◆ Task goal
Word for word, give the entries back.

◆ The data
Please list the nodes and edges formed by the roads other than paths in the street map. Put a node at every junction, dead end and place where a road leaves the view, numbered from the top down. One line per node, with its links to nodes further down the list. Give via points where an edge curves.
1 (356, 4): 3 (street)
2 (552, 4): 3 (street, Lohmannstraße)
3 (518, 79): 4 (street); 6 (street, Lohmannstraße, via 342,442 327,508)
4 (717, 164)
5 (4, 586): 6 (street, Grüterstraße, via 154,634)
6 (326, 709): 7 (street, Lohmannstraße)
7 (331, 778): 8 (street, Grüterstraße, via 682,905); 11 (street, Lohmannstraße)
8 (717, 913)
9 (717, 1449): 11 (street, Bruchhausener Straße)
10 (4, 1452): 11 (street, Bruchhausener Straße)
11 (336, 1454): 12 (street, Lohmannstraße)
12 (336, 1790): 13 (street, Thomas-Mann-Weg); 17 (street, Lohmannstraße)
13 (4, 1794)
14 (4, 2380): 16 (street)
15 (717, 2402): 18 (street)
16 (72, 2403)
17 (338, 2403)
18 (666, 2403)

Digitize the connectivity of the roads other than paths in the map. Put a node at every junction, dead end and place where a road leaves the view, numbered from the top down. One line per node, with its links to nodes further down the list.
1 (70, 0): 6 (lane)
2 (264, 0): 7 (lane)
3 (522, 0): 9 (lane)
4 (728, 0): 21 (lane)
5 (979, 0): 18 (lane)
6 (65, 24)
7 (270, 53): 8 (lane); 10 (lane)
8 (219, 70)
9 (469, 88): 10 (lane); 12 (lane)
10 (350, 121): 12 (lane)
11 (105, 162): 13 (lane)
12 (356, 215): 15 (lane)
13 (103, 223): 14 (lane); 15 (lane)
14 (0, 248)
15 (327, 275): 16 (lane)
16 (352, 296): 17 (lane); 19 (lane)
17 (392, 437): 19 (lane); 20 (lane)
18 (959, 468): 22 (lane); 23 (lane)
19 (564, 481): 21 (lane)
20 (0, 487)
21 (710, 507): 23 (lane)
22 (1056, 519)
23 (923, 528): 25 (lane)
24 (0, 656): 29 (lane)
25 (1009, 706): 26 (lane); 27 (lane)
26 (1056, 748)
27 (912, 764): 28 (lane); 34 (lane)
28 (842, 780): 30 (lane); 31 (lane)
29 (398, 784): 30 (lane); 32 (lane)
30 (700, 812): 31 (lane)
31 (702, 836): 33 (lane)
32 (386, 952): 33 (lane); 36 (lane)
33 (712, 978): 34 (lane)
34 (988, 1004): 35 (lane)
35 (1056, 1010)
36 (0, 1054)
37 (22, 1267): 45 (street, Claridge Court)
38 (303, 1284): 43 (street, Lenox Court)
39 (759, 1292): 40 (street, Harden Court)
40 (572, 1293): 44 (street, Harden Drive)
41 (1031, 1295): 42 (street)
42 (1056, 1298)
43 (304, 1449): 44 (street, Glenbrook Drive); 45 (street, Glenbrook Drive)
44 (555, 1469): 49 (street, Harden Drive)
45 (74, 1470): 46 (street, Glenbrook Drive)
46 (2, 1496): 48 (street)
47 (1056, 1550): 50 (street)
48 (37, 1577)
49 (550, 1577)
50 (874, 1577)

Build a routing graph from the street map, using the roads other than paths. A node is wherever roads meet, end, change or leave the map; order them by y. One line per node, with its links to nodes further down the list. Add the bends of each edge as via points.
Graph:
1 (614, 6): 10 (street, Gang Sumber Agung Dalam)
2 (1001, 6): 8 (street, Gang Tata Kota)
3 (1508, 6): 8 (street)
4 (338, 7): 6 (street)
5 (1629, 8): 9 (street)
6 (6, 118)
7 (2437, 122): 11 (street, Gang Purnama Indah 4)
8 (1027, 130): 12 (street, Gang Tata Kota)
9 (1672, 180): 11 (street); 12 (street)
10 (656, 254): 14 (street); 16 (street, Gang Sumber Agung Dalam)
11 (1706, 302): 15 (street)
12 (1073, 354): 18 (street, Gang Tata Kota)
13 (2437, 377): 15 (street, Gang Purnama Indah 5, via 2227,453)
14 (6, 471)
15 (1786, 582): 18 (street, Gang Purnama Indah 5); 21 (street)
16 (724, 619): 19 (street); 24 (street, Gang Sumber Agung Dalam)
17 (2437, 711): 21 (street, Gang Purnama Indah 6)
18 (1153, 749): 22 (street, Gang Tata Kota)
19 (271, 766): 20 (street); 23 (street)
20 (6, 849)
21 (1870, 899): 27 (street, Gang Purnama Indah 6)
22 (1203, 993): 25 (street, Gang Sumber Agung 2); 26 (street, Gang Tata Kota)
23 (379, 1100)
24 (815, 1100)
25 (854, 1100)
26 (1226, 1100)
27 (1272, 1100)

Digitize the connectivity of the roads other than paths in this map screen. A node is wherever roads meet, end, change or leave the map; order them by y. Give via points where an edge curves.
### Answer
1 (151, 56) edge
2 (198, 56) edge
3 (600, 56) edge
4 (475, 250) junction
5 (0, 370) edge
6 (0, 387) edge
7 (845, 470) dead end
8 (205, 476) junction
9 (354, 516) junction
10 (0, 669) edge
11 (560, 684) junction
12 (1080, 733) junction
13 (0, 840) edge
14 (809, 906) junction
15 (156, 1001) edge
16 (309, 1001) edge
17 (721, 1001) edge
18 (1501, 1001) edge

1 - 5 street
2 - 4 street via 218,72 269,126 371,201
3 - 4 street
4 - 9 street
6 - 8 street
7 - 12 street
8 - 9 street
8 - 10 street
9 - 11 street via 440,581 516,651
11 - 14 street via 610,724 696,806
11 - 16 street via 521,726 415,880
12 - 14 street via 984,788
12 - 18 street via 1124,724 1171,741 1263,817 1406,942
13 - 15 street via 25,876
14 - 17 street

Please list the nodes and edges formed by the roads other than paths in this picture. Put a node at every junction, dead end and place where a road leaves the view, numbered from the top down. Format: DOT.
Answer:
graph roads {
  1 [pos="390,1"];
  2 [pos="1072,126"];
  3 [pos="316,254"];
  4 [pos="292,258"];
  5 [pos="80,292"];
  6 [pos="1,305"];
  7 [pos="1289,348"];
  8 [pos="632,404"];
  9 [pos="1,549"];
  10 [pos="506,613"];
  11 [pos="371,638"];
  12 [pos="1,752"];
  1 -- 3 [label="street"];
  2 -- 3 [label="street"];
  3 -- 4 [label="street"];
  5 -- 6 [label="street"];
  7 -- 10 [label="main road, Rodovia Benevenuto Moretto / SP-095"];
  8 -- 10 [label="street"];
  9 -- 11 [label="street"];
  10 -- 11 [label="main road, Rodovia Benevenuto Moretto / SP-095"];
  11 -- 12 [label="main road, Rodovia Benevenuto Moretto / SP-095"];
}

◆ Answer area
Please list the nodes and edges formed by the roads other than paths in the street map. Put a node at every junction, dead end and place where a road leaves the view, numbered from the top down. One line per node, with its links to nodes further down the list. Give via points where an edge curves.
1 (356, 4): 3 (street)
2 (552, 4): 3 (street, Lohmannstraße)
3 (518, 79): 4 (street); 6 (street, Lohmannstraße, via 342,442 327,508)
4 (717, 164)
5 (4, 586): 6 (street, Grüterstraße, via 154,634)
6 (326, 709): 7 (street, Lohmannstraße)
7 (331, 778): 8 (street, Grüterstraße, via 682,905); 11 (street, Lohmannstraße)
8 (717, 913)
9 (717, 1449): 11 (street, Bruchhausener Straße)
10 (4, 1452): 11 (street, Bruchhausener Straße)
11 (336, 1454): 12 (street, Lohmannstraße)
12 (336, 1790): 13 (street, Thomas-Mann-Weg); 17 (street, Lohmannstraße)
13 (4, 1794)
14 (4, 2380): 16 (street)
15 (717, 2402): 18 (street)
16 (72, 2403)
17 (338, 2403)
18 (666, 2403)

Digitize the connectivity of the roads other than paths in the map. Put a node at every junction, dead end and place where a road leaves the view, numbered from the top down. One line per node, with its links to nodes further down the list.
1 (70, 0): 6 (lane)
2 (264, 0): 7 (lane)
3 (522, 0): 9 (lane)
4 (728, 0): 21 (lane)
5 (979, 0): 18 (lane)
6 (65, 24)
7 (270, 53): 8 (lane); 10 (lane)
8 (219, 70)
9 (469, 88): 10 (lane); 12 (lane)
10 (350, 121): 12 (lane)
11 (105, 162): 13 (lane)
12 (356, 215): 15 (lane)
13 (103, 223): 14 (lane); 15 (lane)
14 (0, 248)
15 (327, 275): 16 (lane)
16 (352, 296): 17 (lane); 19 (lane)
17 (392, 437): 19 (lane); 20 (lane)
18 (959, 468): 22 (lane); 23 (lane)
19 (564, 481): 21 (lane)
20 (0, 487)
21 (710, 507): 23 (lane)
22 (1056, 519)
23 (923, 528): 25 (lane)
24 (0, 656): 29 (lane)
25 (1009, 706): 26 (lane); 27 (lane)
26 (1056, 748)
27 (912, 764): 28 (lane); 34 (lane)
28 (842, 780): 30 (lane); 31 (lane)
29 (398, 784): 30 (lane); 32 (lane)
30 (700, 812): 31 (lane)
31 (702, 836): 33 (lane)
32 (386, 952): 33 (lane); 36 (lane)
33 (712, 978): 34 (lane)
34 (988, 1004): 35 (lane)
35 (1056, 1010)
36 (0, 1054)
37 (22, 1267): 45 (street, Claridge Court)
38 (303, 1284): 43 (street, Lenox Court)
39 (759, 1292): 40 (street, Harden Court)
40 (572, 1293): 44 (street, Harden Drive)
41 (1031, 1295): 42 (street)
42 (1056, 1298)
43 (304, 1449): 44 (street, Glenbrook Drive); 45 (street, Glenbrook Drive)
44 (555, 1469): 49 (street, Harden Drive)
45 (74, 1470): 46 (street, Glenbrook Drive)
46 (2, 1496): 48 (street)
47 (1056, 1550): 50 (street)
48 (37, 1577)
49 (550, 1577)
50 (874, 1577)

Build a routing graph from the street map, using the roads other than paths. A node is wherever roads meet, end, change or leave the map; order them by y. One line per node, with its links to nodes further down the list. Add the bends of each edge as via points.
Graph:
1 (614, 6): 10 (street, Gang Sumber Agung Dalam)
2 (1001, 6): 8 (street, Gang Tata Kota)
3 (1508, 6): 8 (street)
4 (338, 7): 6 (street)
5 (1629, 8): 9 (street)
6 (6, 118)
7 (2437, 122): 11 (street, Gang Purnama Indah 4)
8 (1027, 130): 12 (street, Gang Tata Kota)
9 (1672, 180): 11 (street); 12 (street)
10 (656, 254): 14 (street); 16 (street, Gang Sumber Agung Dalam)
11 (1706, 302): 15 (street)
12 (1073, 354): 18 (street, Gang Tata Kota)
13 (2437, 377): 15 (street, Gang Purnama Indah 5, via 2227,453)
14 (6, 471)
15 (1786, 582): 18 (street, Gang Purnama Indah 5); 21 (street)
16 (724, 619): 19 (street); 24 (street, Gang Sumber Agung Dalam)
17 (2437, 711): 21 (street, Gang Purnama Indah 6)
18 (1153, 749): 22 (street, Gang Tata Kota)
19 (271, 766): 20 (street); 23 (street)
20 (6, 849)
21 (1870, 899): 27 (street, Gang Purnama Indah 6)
22 (1203, 993): 25 (street, Gang Sumber Agung 2); 26 (street, Gang Tata Kota)
23 (379, 1100)
24 (815, 1100)
25 (854, 1100)
26 (1226, 1100)
27 (1272, 1100)

Digitize the connectivity of the roads other than paths in this map screen. A node is wherever roads meet, end, change or leave the map; order them by y. Give via points where an edge curves.
### Answer
1 (151, 56) edge
2 (198, 56) edge
3 (600, 56) edge
4 (475, 250) junction
5 (0, 370) edge
6 (0, 387) edge
7 (845, 470) dead end
8 (205, 476) junction
9 (354, 516) junction
10 (0, 669) edge
11 (560, 684) junction
12 (1080, 733) junction
13 (0, 840) edge
14 (809, 906) junction
15 (156, 1001) edge
16 (309, 1001) edge
17 (721, 1001) edge
18 (1501, 1001) edge

1 - 5 street
2 - 4 street via 218,72 269,126 371,201
3 - 4 street
4 - 9 street
6 - 8 street
7 - 12 street
8 - 9 street
8 - 10 street
9 - 11 street via 440,581 516,651
11 - 14 street via 610,724 696,806
11 - 16 street via 521,726 415,880
12 - 14 street via 984,788
12 - 18 street via 1124,724 1171,741 1263,817 1406,942
13 - 15 street via 25,876
14 - 17 street

Please list the nodes and edges formed by the roads other than paths in this picture. Put a node at every junction, dead end and place where a road leaves the view, numbered from the top down. Format: DOT.
Answer:
graph roads {
  1 [pos="390,1"];
  2 [pos="1072,126"];
  3 [pos="316,254"];
  4 [pos="292,258"];
  5 [pos="80,292"];
  6 [pos="1,305"];
  7 [pos="1289,348"];
  8 [pos="632,404"];
  9 [pos="1,549"];
  10 [pos="506,613"];
  11 [pos="371,638"];
  12 [pos="1,752"];
  1 -- 3 [label="street"];
  2 -- 3 [label="street"];
  3 -- 4 [label="street"];
  5 -- 6 [label="street"];
  7 -- 10 [label="main road, Rodovia Benevenuto Moretto / SP-095"];
  8 -- 10 [label="street"];
  9 -- 11 [label="street"];
  10 -- 11 [label="main road, Rodovia Benevenuto Moretto / SP-095"];
  11 -- 12 [label="main road, Rodovia Benevenuto Moretto / SP-095"];
}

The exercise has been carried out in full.